━━━ Data shown

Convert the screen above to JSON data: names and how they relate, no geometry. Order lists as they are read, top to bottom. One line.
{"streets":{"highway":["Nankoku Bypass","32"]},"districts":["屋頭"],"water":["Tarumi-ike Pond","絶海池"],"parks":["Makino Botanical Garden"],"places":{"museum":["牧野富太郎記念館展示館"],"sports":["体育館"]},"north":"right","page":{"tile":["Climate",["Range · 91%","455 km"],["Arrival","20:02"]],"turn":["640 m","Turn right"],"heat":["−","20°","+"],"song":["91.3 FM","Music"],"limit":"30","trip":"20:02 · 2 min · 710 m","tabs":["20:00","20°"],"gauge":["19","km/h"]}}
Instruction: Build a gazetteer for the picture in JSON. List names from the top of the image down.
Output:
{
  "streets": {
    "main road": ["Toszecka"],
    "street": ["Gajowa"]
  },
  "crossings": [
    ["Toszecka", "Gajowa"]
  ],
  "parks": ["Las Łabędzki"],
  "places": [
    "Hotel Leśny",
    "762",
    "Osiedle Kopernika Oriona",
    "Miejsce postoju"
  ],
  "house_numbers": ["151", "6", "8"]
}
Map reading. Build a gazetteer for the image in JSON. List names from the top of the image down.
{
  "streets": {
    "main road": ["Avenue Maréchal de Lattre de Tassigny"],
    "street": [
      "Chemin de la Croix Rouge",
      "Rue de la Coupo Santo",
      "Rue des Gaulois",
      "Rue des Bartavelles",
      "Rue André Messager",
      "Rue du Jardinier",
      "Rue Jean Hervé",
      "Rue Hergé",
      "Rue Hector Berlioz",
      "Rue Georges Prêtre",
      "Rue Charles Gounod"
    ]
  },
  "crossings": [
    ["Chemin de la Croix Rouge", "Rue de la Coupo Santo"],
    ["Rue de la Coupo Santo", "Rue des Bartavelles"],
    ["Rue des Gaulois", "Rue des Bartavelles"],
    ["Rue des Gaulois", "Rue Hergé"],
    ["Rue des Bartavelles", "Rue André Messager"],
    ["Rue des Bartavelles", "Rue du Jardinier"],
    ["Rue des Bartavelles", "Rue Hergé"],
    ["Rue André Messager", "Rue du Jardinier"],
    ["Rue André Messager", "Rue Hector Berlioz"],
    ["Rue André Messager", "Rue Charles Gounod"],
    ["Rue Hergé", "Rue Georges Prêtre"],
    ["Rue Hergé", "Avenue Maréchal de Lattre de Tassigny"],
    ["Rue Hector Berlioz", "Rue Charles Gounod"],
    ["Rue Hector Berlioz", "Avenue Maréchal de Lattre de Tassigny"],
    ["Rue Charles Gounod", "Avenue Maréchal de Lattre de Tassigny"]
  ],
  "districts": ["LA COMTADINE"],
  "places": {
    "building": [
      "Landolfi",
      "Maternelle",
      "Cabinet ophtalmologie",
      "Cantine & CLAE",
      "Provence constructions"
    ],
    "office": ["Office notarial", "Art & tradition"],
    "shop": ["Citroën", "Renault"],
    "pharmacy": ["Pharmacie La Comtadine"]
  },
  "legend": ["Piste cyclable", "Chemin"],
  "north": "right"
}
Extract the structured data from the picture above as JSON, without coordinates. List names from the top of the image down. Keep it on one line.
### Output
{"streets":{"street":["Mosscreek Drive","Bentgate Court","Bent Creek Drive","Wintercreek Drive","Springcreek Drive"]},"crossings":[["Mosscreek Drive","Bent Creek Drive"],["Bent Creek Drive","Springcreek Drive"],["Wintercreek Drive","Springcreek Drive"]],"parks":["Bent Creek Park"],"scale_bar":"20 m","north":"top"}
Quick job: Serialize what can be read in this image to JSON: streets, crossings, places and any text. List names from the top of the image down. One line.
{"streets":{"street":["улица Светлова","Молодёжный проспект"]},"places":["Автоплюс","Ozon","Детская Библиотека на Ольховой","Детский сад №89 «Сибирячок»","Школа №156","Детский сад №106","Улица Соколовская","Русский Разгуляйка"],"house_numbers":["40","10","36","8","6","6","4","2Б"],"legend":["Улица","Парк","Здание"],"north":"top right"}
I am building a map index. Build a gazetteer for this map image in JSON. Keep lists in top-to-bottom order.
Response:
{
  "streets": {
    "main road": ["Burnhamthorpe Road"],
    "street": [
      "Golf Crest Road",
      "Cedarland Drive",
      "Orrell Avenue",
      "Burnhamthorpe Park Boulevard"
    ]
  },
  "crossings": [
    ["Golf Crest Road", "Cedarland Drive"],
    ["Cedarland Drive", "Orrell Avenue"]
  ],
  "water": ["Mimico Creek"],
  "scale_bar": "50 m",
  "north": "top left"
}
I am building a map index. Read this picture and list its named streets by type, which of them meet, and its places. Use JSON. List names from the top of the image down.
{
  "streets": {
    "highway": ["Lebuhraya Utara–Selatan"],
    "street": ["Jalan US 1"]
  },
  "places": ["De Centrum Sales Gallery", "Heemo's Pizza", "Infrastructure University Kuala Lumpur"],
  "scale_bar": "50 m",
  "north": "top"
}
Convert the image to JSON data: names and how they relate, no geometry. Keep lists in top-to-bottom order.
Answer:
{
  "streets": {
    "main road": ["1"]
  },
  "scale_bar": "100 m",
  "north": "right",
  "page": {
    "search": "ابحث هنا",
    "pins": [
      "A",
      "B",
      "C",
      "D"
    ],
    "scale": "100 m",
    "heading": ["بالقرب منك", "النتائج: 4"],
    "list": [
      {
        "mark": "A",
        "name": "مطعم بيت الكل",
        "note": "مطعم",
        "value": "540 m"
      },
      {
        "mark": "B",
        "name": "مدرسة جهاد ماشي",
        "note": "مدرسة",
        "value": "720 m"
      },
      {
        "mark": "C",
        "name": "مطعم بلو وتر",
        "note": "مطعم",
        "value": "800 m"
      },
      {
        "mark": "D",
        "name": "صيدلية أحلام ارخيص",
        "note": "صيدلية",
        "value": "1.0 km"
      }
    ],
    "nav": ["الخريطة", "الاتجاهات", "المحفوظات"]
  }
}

━━━━━━

## [Task to complete]
Every entry must appear in the answer, reproduced exactly.

## [Result below]
Convert the screen above to JSON data: names and how they relate, no geometry. Order lists as they are read, top to bottom. One line.
{"streets":{"highway":["Nankoku Bypass","32"]},"districts":["屋頭"],"water":["Tarumi-ike Pond","絶海池"],"parks":["Makino Botanical Garden"],"places":{"museum":["牧野富太郎記念館展示館"],"sports":["体育館"]},"north":"right","page":{"tile":["Climate",["Range · 91%","455 km"],["Arrival","20:02"]],"turn":["640 m","Turn right"],"heat":["−","20°","+"],"song":["91.3 FM","Music"],"limit":"30","trip":"20:02 · 2 min · 710 m","tabs":["20:00","20°"],"gauge":["19","km/h"]}}
Instruction: Build a gazetteer for the picture in JSON. List names from the top of the image down.
Output:
{
  "streets": {
    "main road": ["Toszecka"],
    "street": ["Gajowa"]
  },
  "crossings": [
    ["Toszecka", "Gajowa"]
  ],
  "parks": ["Las Łabędzki"],
  "places": [
    "Hotel Leśny",
    "762",
    "Osiedle Kopernika Oriona",
    "Miejsce postoju"
  ],
  "house_numbers": ["151", "6", "8"]
}
Map reading. Build a gazetteer for the image in JSON. List names from the top of the image down.
{
  "streets": {
    "main road": ["Avenue Maréchal de Lattre de Tassigny"],
    "street": [
      "Chemin de la Croix Rouge",
      "Rue de la Coupo Santo",
      "Rue des Gaulois",
      "Rue des Bartavelles",
      "Rue André Messager",
      "Rue du Jardinier",
      "Rue Jean Hervé",
      "Rue Hergé",
      "Rue Hector Berlioz",
      "Rue Georges Prêtre",
      "Rue Charles Gounod"
    ]
  },
  "crossings": [
    ["Chemin de la Croix Rouge", "Rue de la Coupo Santo"],
    ["Rue de la Coupo Santo", "Rue des Bartavelles"],
    ["Rue des Gaulois", "Rue des Bartavelles"],
    ["Rue des Gaulois", "Rue Hergé"],
    ["Rue des Bartavelles", "Rue André Messager"],
    ["Rue des Bartavelles", "Rue du Jardinier"],
    ["Rue des Bartavelles", "Rue Hergé"],
    ["Rue André Messager", "Rue du Jardinier"],
    ["Rue André Messager", "Rue Hector Berlioz"],
    ["Rue André Messager", "Rue Charles Gounod"],
    ["Rue Hergé", "Rue Georges Prêtre"],
    ["Rue Hergé", "Avenue Maréchal de Lattre de Tassigny"],
    ["Rue Hector Berlioz", "Rue Charles Gounod"],
    ["Rue Hector Berlioz", "Avenue Maréchal de Lattre de Tassigny"],
    ["Rue Charles Gounod", "Avenue Maréchal de Lattre de Tassigny"]
  ],
  "districts": ["LA COMTADINE"],
  "places": {
    "building": [
      "Landolfi",
      "Maternelle",
      "Cabinet ophtalmologie",
      "Cantine & CLAE",
      "Provence constructions"
    ],
    "office": ["Office notarial", "Art & tradition"],
    "shop": ["Citroën", "Renault"],
    "pharmacy": ["Pharmacie La Comtadine"]
  },
  "legend": ["Piste cyclable", "Chemin"],
  "north": "right"
}
Extract the structured data from the picture above as JSON, without coordinates. List names from the top of the image down. Keep it on one line.
### Output
{"streets":{"street":["Mosscreek Drive","Bentgate Court","Bent Creek Drive","Wintercreek Drive","Springcreek Drive"]},"crossings":[["Mosscreek Drive","Bent Creek Drive"],["Bent Creek Drive","Springcreek Drive"],["Wintercreek Drive","Springcreek Drive"]],"parks":["Bent Creek Park"],"scale_bar":"20 m","north":"top"}
Quick job: Serialize what can be read in this image to JSON: streets, crossings, places and any text. List names from the top of the image down. One line.
{"streets":{"street":["улица Светлова","Молодёжный проспект"]},"places":["Автоплюс","Ozon","Детская Библиотека на Ольховой","Детский сад №89 «Сибирячок»","Школа №156","Детский сад №106","Улица Соколовская","Русский Разгуляйка"],"house_numbers":["40","10","36","8","6","6","4","2Б"],"legend":["Улица","Парк","Здание"],"north":"top right"}
I am building a map index. Build a gazetteer for this map image in JSON. Keep lists in top-to-bottom order.
Response:
{
  "streets": {
    "main road": ["Burnhamthorpe Road"],
    "street": [
      "Golf Crest Road",
      "Cedarland Drive",
      "Orrell Avenue",
      "Burnhamthorpe Park Boulevard"
    ]
  },
  "crossings": [
    ["Golf Crest Road", "Cedarland Drive"],
    ["Cedarland Drive", "Orrell Avenue"]
  ],
  "water": ["Mimico Creek"],
  "scale_bar": "50 m",
  "north": "top left"
}
I am building a map index. Read this picture and list its named streets by type, which of them meet, and its places. Use JSON. List names from the top of the image down.
{
  "streets": {
    "highway": ["Lebuhraya Utara–Selatan"],
    "street": ["Jalan US 1"]
  },
  "places": ["De Centrum Sales Gallery", "Heemo's Pizza", "Infrastructure University Kuala Lumpur"],
  "scale_bar": "50 m",
  "north": "top"
}
Convert the image to JSON data: names and how they relate, no geometry. Keep lists in top-to-bottom order.
Answer:
{
  "streets": {
    "main road": ["1"]
  },
  "scale_bar": "100 m",
  "north": "right",
  "page": {
    "search": "ابحث هنا",
    "pins": [
      "A",
      "B",
      "C",
      "D"
    ],
    "scale": "100 m",
    "heading": ["بالقرب منك", "النتائج: 4"],
    "list": [
      {
        "mark": "A",
        "name": "مطعم بيت الكل",
        "note": "مطعم",
        "value": "540 m"
      },
      {
        "mark": "B",
        "name": "مدرسة جهاد ماشي",
        "note": "مدرسة",
        "value": "720 m"
      },
      {
        "mark": "C",
        "name": "مطعم بلو وتر",
        "note": "مطعم",
        "value": "800 m"
      },
      {
        "mark": "D",
        "name": "صيدلية أحلام ارخيص",
        "note": "صيدلية",
        "value": "1.0 km"
      }
    ],
    "nav": ["الخريطة", "الاتجاهات", "المحفوظات"]
  }
}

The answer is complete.